Campbell Arcade also connects to two staircases leading to the northern and southern sides of Flinders Street. The arcade's salmon pink tiles, black marble pillars and art deco shopfronts are its original decor. Tramlines also run directly above the arcade.

Campbell Arcade is listed under the City of Melbourne and on the Victorian Heritage Register, under the listing for Flinders Street station (H1083). The Arcade itself was specifically added to the listing in 2015, "recognising its architectural qualities and historical significance", as the "first infrastructure to be built in the city following World War II" and as the centre of the city's suburban commuter railway system.

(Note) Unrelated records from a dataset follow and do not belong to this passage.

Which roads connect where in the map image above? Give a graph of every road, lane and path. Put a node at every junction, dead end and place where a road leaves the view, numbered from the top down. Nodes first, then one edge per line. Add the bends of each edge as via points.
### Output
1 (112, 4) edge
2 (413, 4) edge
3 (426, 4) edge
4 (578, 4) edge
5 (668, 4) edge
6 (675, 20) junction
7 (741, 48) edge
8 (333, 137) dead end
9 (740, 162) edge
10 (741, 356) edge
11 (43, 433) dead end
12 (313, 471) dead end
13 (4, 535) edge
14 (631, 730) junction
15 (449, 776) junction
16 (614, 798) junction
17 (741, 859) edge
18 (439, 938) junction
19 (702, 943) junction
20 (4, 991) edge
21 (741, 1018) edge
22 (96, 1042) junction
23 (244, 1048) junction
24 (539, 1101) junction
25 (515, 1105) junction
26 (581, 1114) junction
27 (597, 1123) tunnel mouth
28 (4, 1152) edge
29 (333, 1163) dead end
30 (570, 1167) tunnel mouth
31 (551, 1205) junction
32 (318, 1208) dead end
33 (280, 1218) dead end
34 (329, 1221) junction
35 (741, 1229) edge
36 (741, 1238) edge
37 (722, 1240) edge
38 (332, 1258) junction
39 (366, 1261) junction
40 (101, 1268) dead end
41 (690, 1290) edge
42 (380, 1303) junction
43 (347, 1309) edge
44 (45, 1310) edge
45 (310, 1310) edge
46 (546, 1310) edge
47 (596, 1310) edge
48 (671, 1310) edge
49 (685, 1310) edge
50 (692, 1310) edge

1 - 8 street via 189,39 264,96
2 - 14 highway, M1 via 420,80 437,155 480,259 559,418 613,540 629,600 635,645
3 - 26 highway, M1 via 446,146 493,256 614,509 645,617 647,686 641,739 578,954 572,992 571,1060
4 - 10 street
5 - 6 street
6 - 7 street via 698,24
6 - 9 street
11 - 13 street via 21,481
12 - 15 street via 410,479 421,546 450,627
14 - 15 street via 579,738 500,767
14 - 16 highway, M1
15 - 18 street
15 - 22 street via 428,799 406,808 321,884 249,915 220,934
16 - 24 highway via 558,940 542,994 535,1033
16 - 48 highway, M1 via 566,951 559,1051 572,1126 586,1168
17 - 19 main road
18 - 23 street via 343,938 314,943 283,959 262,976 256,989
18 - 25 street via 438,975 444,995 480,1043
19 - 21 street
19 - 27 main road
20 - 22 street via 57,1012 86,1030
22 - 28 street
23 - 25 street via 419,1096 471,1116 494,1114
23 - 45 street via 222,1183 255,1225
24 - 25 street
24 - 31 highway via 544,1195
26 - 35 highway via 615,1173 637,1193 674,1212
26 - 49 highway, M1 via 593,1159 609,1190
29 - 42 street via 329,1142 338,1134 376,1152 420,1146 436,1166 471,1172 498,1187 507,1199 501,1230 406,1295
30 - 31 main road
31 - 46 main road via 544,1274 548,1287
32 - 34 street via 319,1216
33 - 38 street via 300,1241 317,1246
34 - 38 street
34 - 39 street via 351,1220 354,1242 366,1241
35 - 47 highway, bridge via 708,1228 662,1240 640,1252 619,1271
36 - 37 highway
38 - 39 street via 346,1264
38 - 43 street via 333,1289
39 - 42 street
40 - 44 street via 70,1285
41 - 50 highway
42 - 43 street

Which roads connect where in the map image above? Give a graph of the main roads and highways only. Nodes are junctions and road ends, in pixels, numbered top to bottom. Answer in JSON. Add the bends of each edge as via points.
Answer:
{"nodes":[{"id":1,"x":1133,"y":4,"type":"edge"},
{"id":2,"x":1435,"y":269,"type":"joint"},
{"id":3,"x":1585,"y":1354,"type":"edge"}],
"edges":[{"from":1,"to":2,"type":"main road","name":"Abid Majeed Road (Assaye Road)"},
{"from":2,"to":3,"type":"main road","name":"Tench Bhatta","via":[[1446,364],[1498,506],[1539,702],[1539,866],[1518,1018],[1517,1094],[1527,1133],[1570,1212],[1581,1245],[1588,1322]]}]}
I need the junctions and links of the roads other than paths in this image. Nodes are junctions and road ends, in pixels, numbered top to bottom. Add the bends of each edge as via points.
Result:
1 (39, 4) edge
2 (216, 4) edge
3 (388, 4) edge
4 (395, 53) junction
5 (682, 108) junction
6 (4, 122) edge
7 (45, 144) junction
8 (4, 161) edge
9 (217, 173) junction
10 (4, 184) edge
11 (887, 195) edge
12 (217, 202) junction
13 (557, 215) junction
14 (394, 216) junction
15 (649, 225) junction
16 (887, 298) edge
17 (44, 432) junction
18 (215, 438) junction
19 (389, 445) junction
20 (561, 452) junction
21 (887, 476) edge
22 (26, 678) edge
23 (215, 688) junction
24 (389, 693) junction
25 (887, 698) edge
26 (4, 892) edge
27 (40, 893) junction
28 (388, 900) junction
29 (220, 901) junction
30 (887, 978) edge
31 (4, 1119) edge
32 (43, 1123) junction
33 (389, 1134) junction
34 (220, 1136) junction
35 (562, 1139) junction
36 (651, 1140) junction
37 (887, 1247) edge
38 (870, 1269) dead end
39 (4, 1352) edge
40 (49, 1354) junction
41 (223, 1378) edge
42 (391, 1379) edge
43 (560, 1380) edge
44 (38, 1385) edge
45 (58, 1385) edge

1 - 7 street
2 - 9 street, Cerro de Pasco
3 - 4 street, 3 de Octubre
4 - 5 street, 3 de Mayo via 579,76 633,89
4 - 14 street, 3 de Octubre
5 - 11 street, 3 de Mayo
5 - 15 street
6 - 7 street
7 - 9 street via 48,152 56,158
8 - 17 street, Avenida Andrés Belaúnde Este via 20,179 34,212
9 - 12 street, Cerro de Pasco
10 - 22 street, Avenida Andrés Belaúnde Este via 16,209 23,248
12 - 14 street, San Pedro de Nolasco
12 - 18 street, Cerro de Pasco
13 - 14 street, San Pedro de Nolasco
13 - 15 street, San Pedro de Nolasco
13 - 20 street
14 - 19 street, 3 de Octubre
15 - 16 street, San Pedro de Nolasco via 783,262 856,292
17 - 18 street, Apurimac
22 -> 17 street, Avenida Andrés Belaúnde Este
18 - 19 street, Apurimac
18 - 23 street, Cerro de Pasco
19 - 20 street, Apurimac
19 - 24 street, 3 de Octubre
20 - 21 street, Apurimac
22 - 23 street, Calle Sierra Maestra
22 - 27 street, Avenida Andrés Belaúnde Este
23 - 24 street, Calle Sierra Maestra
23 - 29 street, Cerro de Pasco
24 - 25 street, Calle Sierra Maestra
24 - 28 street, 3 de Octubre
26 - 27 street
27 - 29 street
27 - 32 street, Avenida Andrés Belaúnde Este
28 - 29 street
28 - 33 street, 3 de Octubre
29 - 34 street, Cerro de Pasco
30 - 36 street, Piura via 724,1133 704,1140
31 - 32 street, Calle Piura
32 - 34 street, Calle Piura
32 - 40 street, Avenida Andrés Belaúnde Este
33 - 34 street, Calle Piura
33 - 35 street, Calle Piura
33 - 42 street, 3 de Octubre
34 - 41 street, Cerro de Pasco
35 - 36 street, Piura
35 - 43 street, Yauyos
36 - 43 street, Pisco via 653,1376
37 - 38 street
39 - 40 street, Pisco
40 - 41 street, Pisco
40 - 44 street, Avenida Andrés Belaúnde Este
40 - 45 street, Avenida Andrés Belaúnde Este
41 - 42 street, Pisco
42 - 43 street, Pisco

Since construction it has always been a shopping arcade. Before the City Loop distributed passengers to Melbourne's other train stations the arcade was far busier, though around 70,000 commuters still pass through of a morning. The pedestrian thoroughfare includes a bar, a coffee shop, hairdressers and a record store. Between 1994 and 2015 artworks were also displayed by the resident Platform Artists Group. This has since been taken over by The Dirty Dozen, an initiative of City of Melbourne's Creative Spaces.

Campbell Arcade was closed for renovations between April 2022 and July 2025 due to the construction of Town Hall station, as part of the Metro Tunnel project. The arcade now serves as an interchange and walkway between Flinders Street and Town Hall stations.